// Image matching '/assets/posts/post4/post4 assets/G-CNN-architecture.png' not found. //
In the next sections, we are going to build up the necessary representation theory and investigate how such \(G\)-convolution layers can be built computationally.
Say we have two groups \(G\), \(H\), and we want to build a bigger group with \(G\) and \(H\) as the coordinate axes. The easiest way to do this is the direct product \(G\times H\). The next simplest thing is a "twisted product" – a semi-direct product \(G \rtimes H\).
Formally, we require an action \(\rho\) of \(H\) on \(G\). Then, as a set, the semidirect product \(G\rtimes_\rho H\) has the same elements \((g,h)\) as the direct product \(G\times H\), however with an altered group law. Namely, we define a new group product
\[(g_1, h_1)\ast (g_2,h_2):= (g_1\rho_{h_1}(g_2), h_1h_2),\] so we see that the \(G\)-coordinate has been "twisted" by the action of \(H\).
If the action \(\rho\) is trivial, then we recover the direct product of the two groups. Furthermore, we can classify all possible semidirect products in terms of non-isomorphic actions of \(H\) on \(G\). We call semidirect products a (split) extension of \(G\) by \(H\), in the sense that the groups fit into a short exact sequence
\[1\to G \to G\rtimes H \to H\to 1\] which splits – resembling a locally trivial bundle in manifold theory.
Examples
The special Euclidean group \(SE(2)\) is an extension of the group of translations \((\mathbb R^2, +)\) of the plane by rotations \(SO(2)\) in the plane. It has matrix representation
\[ g=\left(x, R_\theta\right) \quad \leftrightarrow \quad G=\left(\begin{array}{ccc} \cos \theta & -\sin \theta & x \\ \sin \theta & \cos \theta & y \\ 0 & 0 & 1 \end{array}\right)=\left(\begin{array}{cc} R_\theta & x \\ 0^T & 1 \end{array}\right) \]
and group law
\[ (x, \theta) \cdot\left(x^{\prime}, \theta^{\prime}\right)=\left(R_\theta x^{\prime}+x, \theta+\theta^{\prime} \bmod 2 \pi\right) \]
or in matrix form,
\[ \left(\begin{array}{cc} R_\theta & x \\ 0^T & 1 \end{array}\right)\left(\begin{array}{cc} R_\theta^{\prime} & x^{\prime} \\ 0^T & 1 \end{array}\right)=\left(\begin{array}{cc} R_{\theta+\theta^{\prime}} & R_\theta x^{\prime}+x \\ 0^T & 1 \end{array}\right). \]

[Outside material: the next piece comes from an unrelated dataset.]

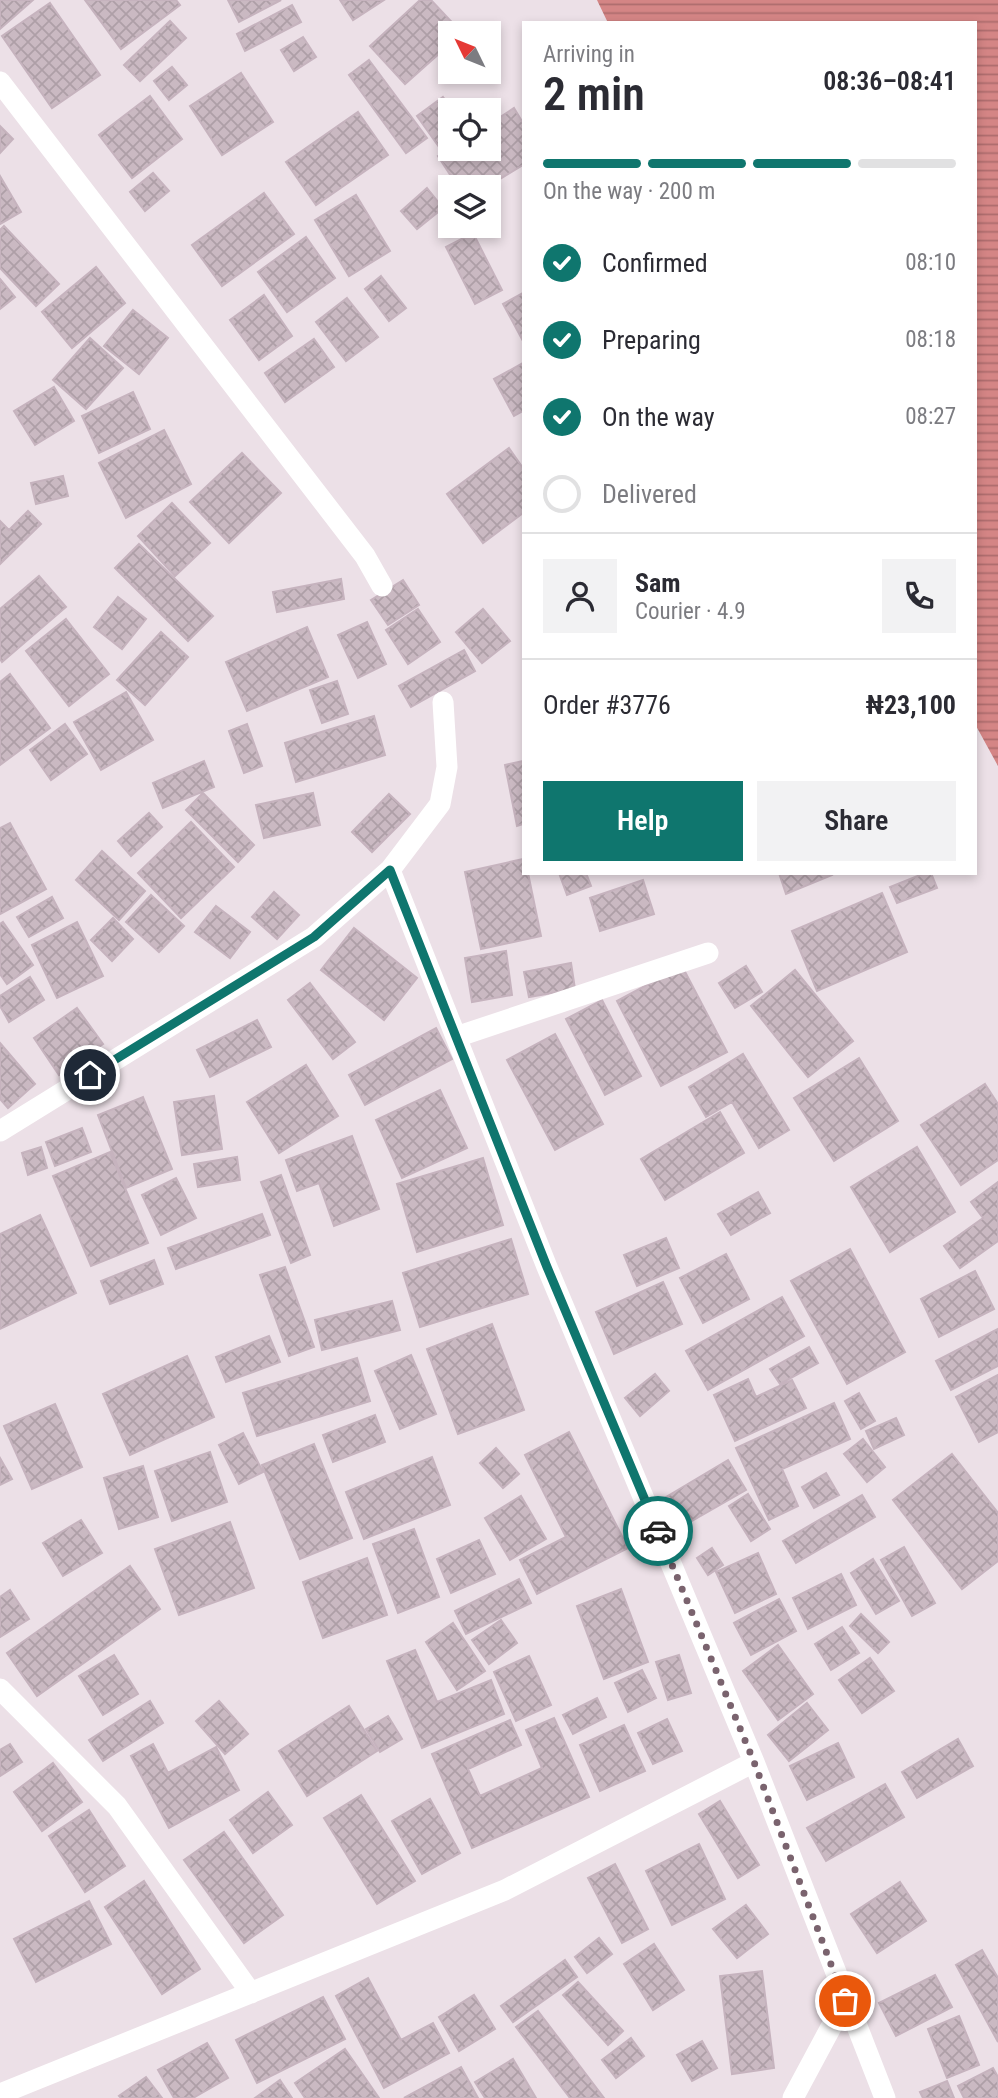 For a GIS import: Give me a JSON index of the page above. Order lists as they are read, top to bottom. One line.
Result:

The Euclidean group \(E(n)\) and special Euclidean group \(SE(n)\) are similarly defined.
TODO: picture of SE2
Examples
The scale-translation group \(\mathbb R^2 \rtimes \mathbb R^\times_+\) is an extension of \(\mathbb R^2\) by the multiplicative group \(\mathbb R^\times_+\). The group law is given by
\[ g \cdot g^{\prime}=(x, s) \cdot\left(x^{\prime}, s^{\prime}\right)=\left(s x^{\prime}+x, s s^{\prime}\right) \]
TODO:picture of scale translation A Lie group is a topological group endowed with the structure of a smooth manifold. A transitive group action is an action with a single orbit. A homogeneous space for a Lie group \(G\) is then a smooth manifold \(X\) with a transitive \(G\)-action.

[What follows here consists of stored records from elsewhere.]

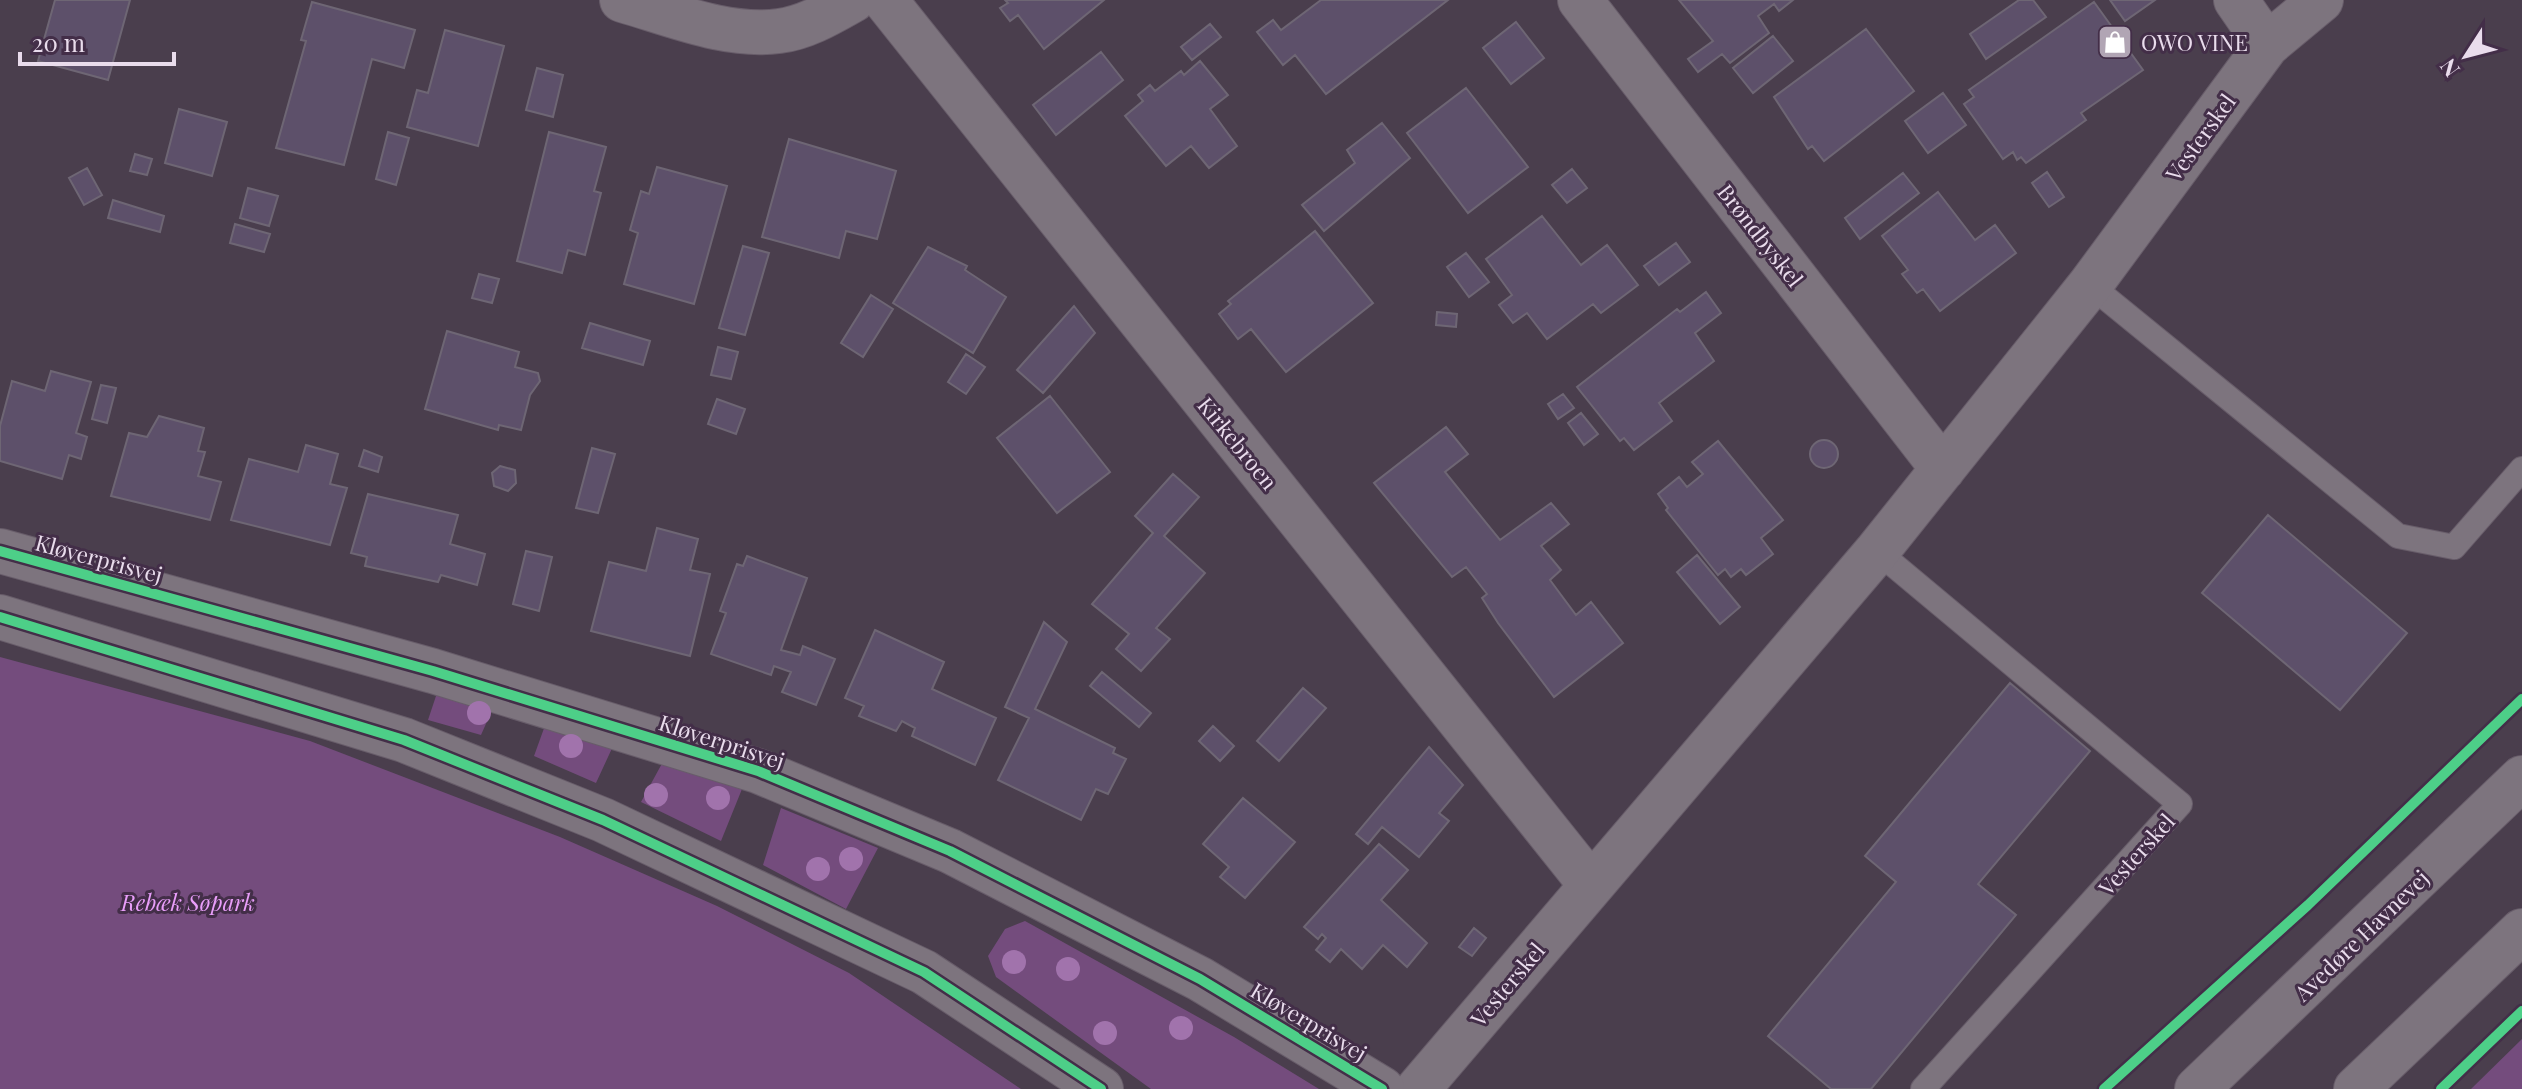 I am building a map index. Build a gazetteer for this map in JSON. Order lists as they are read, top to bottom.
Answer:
{
  "streets": {
    "street": [
      "Vesterskel",
      "Brøndbyskel",
      "Kirkebroen",
      "Kløverprisvej",
      "Avedøre Havnevej"
    ]
  },
  "crossings": [
    ["Vesterskel", "Brøndbyskel"],
    ["Vesterskel", "Kirkebroen"]
  ],
  "parks": ["Rebæk Søpark"],
  "places": {
    "shop": ["OWO VINE"]
  },
  "scale_bar": "20 m",
  "north": "bottom left"
}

Say we have a \(G\)-action on \(X\) with just a single orbit. Then, for any point \(x\) in the single orbit \(X\), the orbit-stabilizer theorem says that
\[X = G/\mathrm{Stab}_x\] as a set, which can be upgraded to a diffeomorphism of smooth manifolds. Therefore, \(G\)-homogeneous spaces are in 1-to-1 correspondence to quotients \(G/H\) where \(H\) is a normal subgroup. Elements in \(X\cong G/H\) are then cosets of \(H\). The stabilizer subgroup \(\mathrm{Stab}_x\) is often called the isotropy subgroup of a point \(x\), which consists of all transformations in \(G\) that fix \(x\).
Examples
Any Lie group \(G\) is a homogeneous space over itself with trivial isotropy.
\[G\cong G/\{1\}.\]
Examples
The orthonogal group \(O(n+1,\mathbb R)\) acts on the \(n\)-sphere \(S^n \subseteq \mathbb R^{n+1}\) with isotropy \(O(n,\mathbb R)\). Therefore,
\[S^n \cong O(n+1,\mathbb R)/O(n,\mathbb R).\]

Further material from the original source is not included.